Whether protected nature areas or gardens attached to villas, it's always the perfect moment to explore Tuscany's many parks and gardens! Take a marvellous journey through history, art and nature. Here is a list of Tuscany's most beautiful parks and gardens.
Bardini Villa was built in 1641, on a pre-existing medieval structure, by the architect Gherardo Silvani for his friend Francesco Manadori, from which came the name of Villa Manadora. Its splendid panoramic position gave to the building also the name of "Villa Belvedere".
Inside the villa, there are several museums: the Pietro Annigoni Museum, the Roberto Capucci Foundation Museum, exhibition space for temporary exhibits, the Bardini Contemporanea space, the Tuscan Company of Horticulture, and the Bardini restaurant and terrace.
The Bardini Garden is a 4-acre park, located in the left bank of the Arno. From it, you can enjoy extraordinary views of Florence. The Bardini Garden is the restoration of three different properties: the central Baroque staircase, the English-style woods to the west and the rural part to the east.
The Boboli Gardens are a wonderful oasis behind the Pitti Palace, for nearly four centuries the residence of the Grand Dukes of Tuscany and for a short period of the Kings of Italy. The Medici family created the model of an Italian-style garden, which became an example for many European courts.

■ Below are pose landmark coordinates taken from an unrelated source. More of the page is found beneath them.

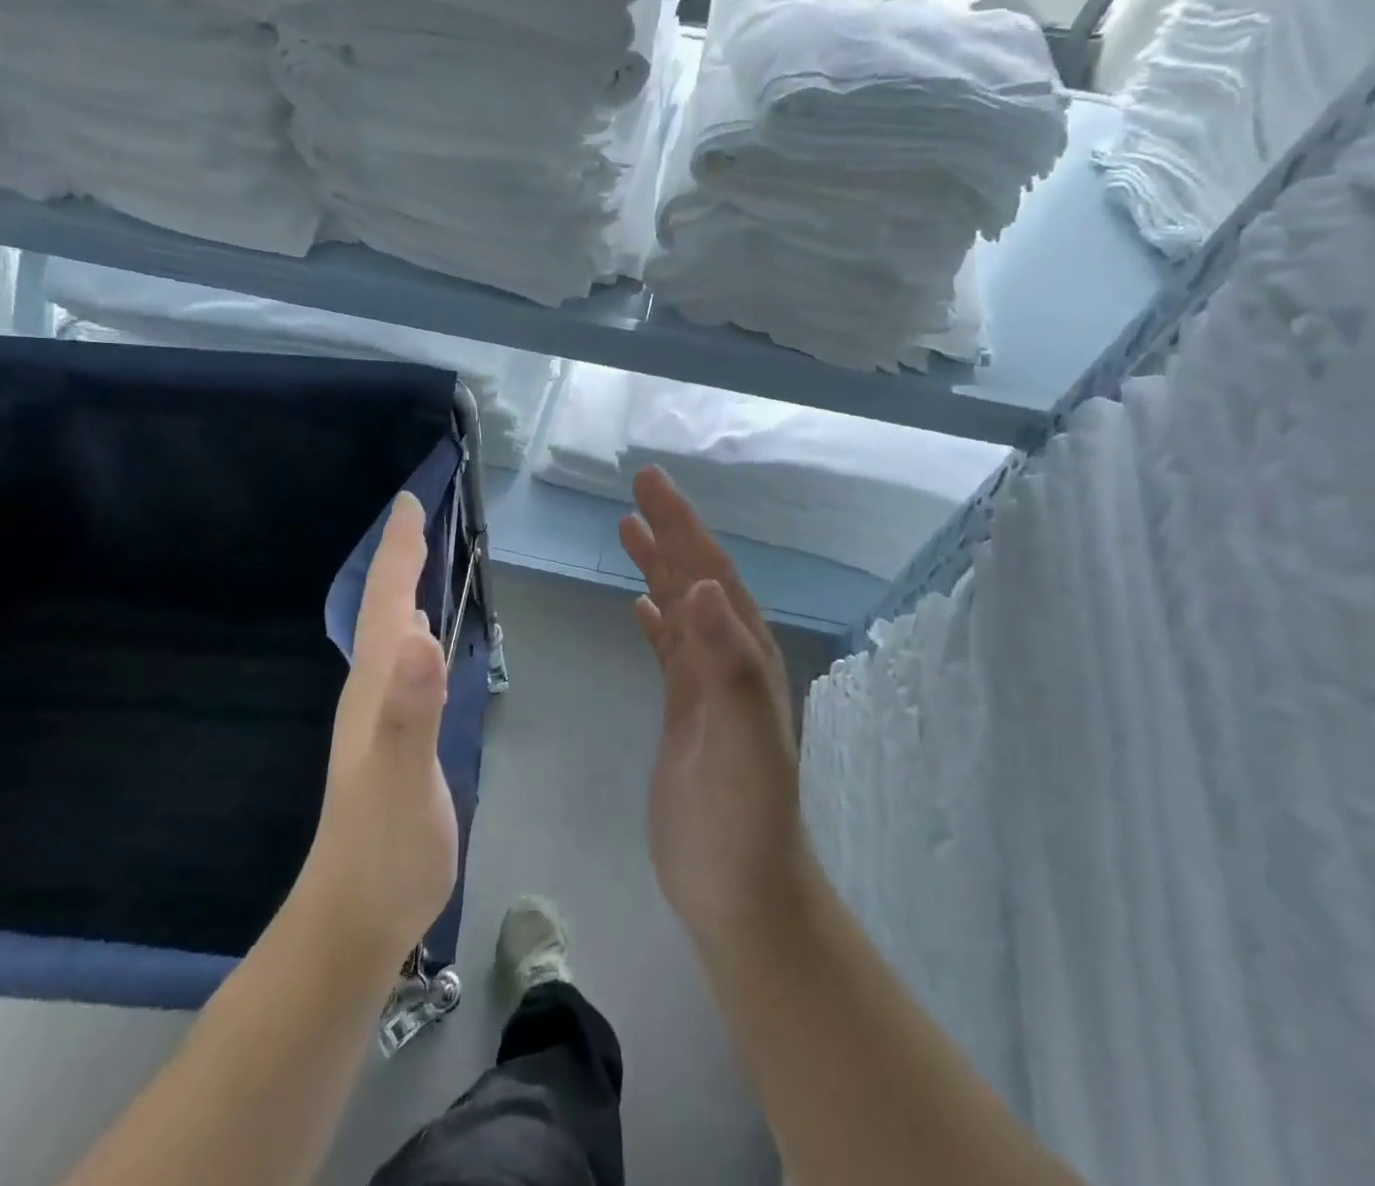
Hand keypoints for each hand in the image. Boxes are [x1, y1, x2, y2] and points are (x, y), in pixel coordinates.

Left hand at [295, 492, 458, 969]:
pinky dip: (412, 632)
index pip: (386, 602)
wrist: (355, 919)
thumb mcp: (404, 779)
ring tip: (419, 562)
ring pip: (388, 634)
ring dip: (401, 591)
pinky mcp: (394, 738)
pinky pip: (403, 664)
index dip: (399, 551)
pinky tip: (422, 638)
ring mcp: (380, 715)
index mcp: (375, 685)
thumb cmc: (384, 850)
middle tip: (416, 519)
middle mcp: (372, 689)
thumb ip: (410, 710)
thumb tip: (421, 634)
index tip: (409, 504)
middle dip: (399, 559)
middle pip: (383, 608)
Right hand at [619, 467, 808, 949]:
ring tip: (629, 530)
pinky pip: (669, 649)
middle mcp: (729, 659)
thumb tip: (706, 584)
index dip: (682, 526)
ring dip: (659, 568)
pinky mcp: (684, 712)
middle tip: (638, 490)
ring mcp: (706, 686)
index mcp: (745, 655)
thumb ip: (728, 663)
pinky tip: (640, 607)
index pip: (711, 572)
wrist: (738, 890)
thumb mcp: (743, 740)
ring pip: (681, 609)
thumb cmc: (743, 817)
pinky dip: (656, 620)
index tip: (650, 484)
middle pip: (696, 579)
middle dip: (669, 532)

This is a real open-air museum, decorated with antique and Renaissance statues, caves and fountains: Neptune Fountain, known as “Nettuno del Forcone” (Neptune with a Pitchfork) or "the Neptune's nursery", named after the sculpture by Stoldo Lorenzi; the large Statue of Abundance, right at the peak of the hill, begun by Giambologna the Viottolone; a large avenue lined with cypress trees and statues that leads to Isolotto square, designed by Giulio and Alfonso Parigi in 1618, with the great Ocean Fountain by Giambologna at the center, surrounded by three other sculptures representing the Nile, the Ganges and the Euphrates.
The Kaffeehaus, the Limonaia (lemons green-house) and the Palazzina della Meridiana are eighteenth-century alterations, built during the Lorraine period.

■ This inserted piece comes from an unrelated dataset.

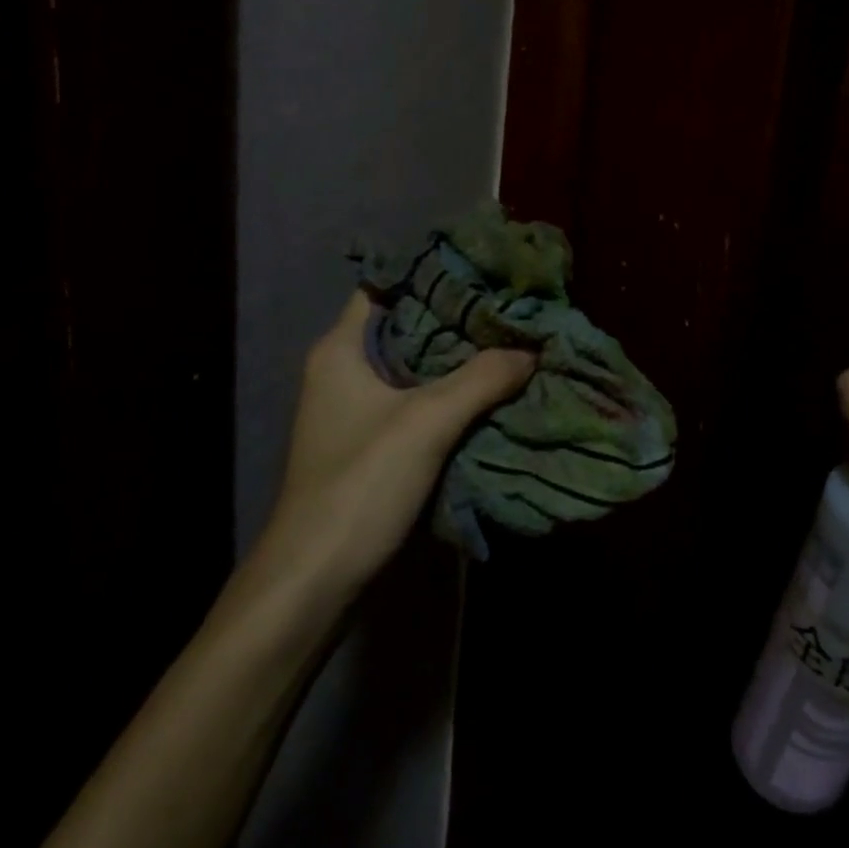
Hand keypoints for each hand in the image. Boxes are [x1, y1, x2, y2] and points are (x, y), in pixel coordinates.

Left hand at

In 1789, the Egyptian obelisk from Luxor was placed in the centre of the Amphitheatre.
The Villa is nestled in the hills of Settignano, not far from the city but surrounded by the peace of a rural paradise, from which you can enjoy an exceptional view of Florence.
Walking in the beautiful Italian gardens, for centuries considered an attraction of the villa, visitors can contemplate the vast surrounding landscape and feel immersed in the heart of Tuscany.

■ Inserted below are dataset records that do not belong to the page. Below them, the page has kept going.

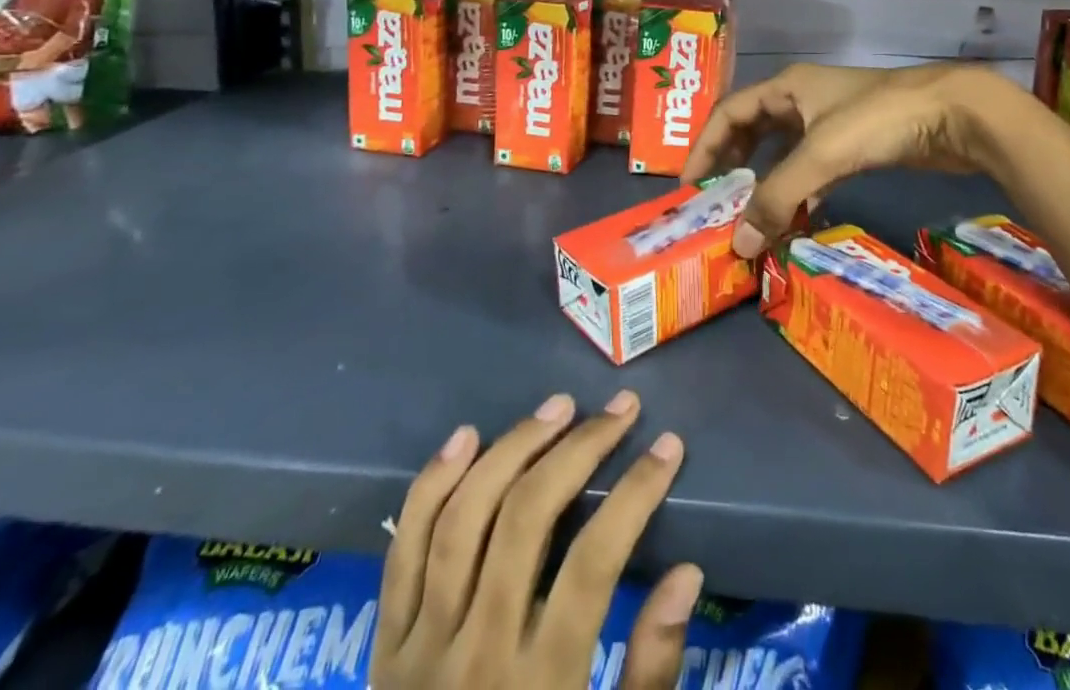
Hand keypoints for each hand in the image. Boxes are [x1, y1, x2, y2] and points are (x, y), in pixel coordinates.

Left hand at [374, 390, 703, 689]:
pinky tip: (467, 437)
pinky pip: (403, 549)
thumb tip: (686, 572)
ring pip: (466, 517)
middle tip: (621, 409)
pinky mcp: (382, 645)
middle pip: (528, 519)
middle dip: (580, 450)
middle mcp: (476, 654)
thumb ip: (651, 673)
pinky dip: (432, 484)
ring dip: (515, 448)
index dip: (636, 493)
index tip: (668, 446)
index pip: (595, 562)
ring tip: (559, 407)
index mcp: (539, 688)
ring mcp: (420, 645)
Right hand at [681, 61, 1011, 256]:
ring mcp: (831, 122)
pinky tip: (797, 219)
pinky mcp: (856, 145)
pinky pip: (814, 169)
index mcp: (787, 88)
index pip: (728, 113)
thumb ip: (776, 197)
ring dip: (767, 183)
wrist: (954, 114)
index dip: (704, 147)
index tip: (688, 187)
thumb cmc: (878, 120)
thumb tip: (738, 245)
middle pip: (753, 131)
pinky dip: (800, 192)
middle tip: (716, 203)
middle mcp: (803, 100)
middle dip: (732, 165)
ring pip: (785, 153)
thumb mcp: (820, 154)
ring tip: (751, 219)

Villa Torrigiani features the largest private garden in Europe, within the historic walls of a city. In fact, this park stretches for nearly seven acres in the historic centre of Florence ( on the left-bankside). Everything here leads the visitor through a romantic and sentimental itinerary. Even the natural elements have been designed to follow this emotional trend, from the gloomy "sacred wood" that hides the Sepolcreto inside to the wide open spaces that surround the Temple of Arcadia, a symbol of the ideal bucolic life.
Besides its architectural importance, this garden is in fact also known as a botanical garden and is extraordinarily rich in trees and plant species from different parts of the world, as proved by the presence of old and new greenhouses, lemons green-houses (limonaie) and “Tepidari”.
Courses about gardening, urban horticulture and watercolour-painting are held inside the garden, both in Italian and in English.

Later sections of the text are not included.